**Task description:**
Retype all of the records precisely.

**Data provided:**

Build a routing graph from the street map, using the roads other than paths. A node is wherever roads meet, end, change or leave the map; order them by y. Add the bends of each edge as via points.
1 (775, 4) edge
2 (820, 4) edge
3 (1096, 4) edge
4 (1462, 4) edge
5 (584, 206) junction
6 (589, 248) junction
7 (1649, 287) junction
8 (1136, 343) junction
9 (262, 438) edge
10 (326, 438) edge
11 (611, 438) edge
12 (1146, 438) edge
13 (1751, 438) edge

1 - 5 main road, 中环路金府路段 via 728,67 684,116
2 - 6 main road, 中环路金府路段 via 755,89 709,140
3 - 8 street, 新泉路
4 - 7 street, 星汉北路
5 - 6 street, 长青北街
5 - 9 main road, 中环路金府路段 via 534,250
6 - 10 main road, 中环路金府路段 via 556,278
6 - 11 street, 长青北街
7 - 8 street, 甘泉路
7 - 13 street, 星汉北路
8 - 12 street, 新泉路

**Answer section:**
Build a routing graph from the street map, using the roads other than paths. A node is wherever roads meet, end, change or leave the map; order them by y. Add the bends of each edge as via points.
1 (775, 4) edge
2 (820, 4) edge
3 (1096, 4) edge
4 (1462, 4) edge
5 (584, 206) junction
6 (589, 248) junction
7 (1649, 287) junction
8 (1136, 343) junction
9 (262, 438) edge
10 (326, 438) edge
11 (611, 438) edge
12 (1146, 438) edge
13 (1751, 438) edge

1 - 5 main road, 中环路金府路段 via 728,67 684,116
2 - 6 main road, 中环路金府路段 via 755,89 709,140
3 - 8 street, 新泉路
4 - 7 street, 星汉北路
5 - 6 street, 长青北街
5 - 9 main road, 中环路金府路段 via 534,250
6 - 10 main road, 中环路金府路段 via 556,278
6 - 11 street, 长青北街
7 - 8 street, 甘泉路
7 - 13 street, 星汉北路
8 - 12 street, 新泉路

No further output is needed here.